Material supplied below:

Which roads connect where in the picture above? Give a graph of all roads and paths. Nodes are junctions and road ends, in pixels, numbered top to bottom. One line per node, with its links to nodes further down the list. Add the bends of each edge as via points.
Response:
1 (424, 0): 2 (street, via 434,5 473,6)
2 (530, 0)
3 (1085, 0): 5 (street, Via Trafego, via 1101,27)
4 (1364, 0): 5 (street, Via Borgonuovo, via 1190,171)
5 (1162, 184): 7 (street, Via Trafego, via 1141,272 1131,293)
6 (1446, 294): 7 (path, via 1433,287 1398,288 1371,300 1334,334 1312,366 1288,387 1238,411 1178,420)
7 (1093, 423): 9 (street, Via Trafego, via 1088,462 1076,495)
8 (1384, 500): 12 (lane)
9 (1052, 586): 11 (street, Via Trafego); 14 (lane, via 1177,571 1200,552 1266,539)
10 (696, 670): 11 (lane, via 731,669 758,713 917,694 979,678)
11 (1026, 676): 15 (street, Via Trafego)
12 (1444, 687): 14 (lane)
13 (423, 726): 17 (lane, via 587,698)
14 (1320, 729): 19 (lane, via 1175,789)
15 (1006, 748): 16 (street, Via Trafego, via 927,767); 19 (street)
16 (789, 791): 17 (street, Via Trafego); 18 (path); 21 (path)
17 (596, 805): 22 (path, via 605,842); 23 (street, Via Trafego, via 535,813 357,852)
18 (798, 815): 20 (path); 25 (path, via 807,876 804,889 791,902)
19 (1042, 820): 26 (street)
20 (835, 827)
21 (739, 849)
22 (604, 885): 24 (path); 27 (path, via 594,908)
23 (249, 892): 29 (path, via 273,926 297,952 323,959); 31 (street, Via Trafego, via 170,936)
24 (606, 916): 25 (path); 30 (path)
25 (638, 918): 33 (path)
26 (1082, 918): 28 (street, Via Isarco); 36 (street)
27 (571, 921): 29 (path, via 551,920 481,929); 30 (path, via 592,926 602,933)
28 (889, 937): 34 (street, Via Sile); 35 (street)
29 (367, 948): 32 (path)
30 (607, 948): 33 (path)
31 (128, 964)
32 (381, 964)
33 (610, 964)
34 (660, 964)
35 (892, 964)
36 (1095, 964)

End of Material supplied.

__The problem__
Print every record above exactly as it appears.

__Solution__
Which roads connect where in the picture above? Give a graph of all roads and paths. Nodes are junctions and road ends, in pixels, numbered top to bottom. One line per node, with its links to nodes further down the list. Add the bends of each edge as via points.
Response:
1 (424, 0): 2 (street, via 434,5 473,6)
2 (530, 0)
3 (1085, 0): 5 (street, Via Trafego, via 1101,27)
4 (1364, 0): 5 (street, Via Borgonuovo, via 1190,171)
5 (1162, 184): 7 (street, Via Trafego, via 1141,272 1131,293)
6 (1446, 294): 7 (path, via 1433,287 1398,288 1371,300 1334,334 1312,366 1288,387 1238,411 1178,420)
7 (1093, 423): 9 (street, Via Trafego, via 1088,462 1076,495)
8 (1384, 500): 12 (lane)
9 (1052, 586): 11 (street, Via Trafego); 14 (lane, via 1177,571 1200,552 1266,539)
10 (696, 670): 11 (lane, via 731,669 758,713 917,694 979,678)
11 (1026, 676): 15 (street, Via Trafego)
12 (1444, 687): 14 (lane)
13 (423, 726): 17 (lane, via 587,698)
14 (1320, 729): 19 (lane, via 1175,789)
15 (1006, 748): 16 (street, Via Trafego, via 927,767); 19 (street)
16 (789, 791): 17 (street, Via Trafego); 18 (path); 21 (path)
17 (596, 805): 22 (path, via 605,842); 23 (street, Via Trafego, via 535,813 357,852)
18 (798, 815): 20 (path); 25 (path, via 807,876 804,889 791,902)
19 (1042, 820): 26 (street)
20 (835, 827)
21 (739, 849)
22 (604, 885): 24 (path); 27 (path, via 594,908)
23 (249, 892): 29 (path, via 273,926 297,952 323,959); 31 (street, Via Trafego, via 170,936)
24 (606, 916): 25 (path); 30 (path)
25 (638, 918): 33 (path)
26 (1082, 918): 28 (street, Via Isarco); 36 (street)
27 (571, 921): 29 (path, via 551,920 481,929); 30 (path, via 592,926 602,933)
28 (889, 937): 34 (street, Via Sile); 35 (street)
29 (367, 948): 32 (path)
30 (607, 948): 33 (path)
31 (128, 964)
32 (381, 964)
33 (610, 964)
34 (660, 964)
35 (892, 964)
36 (1095, 964)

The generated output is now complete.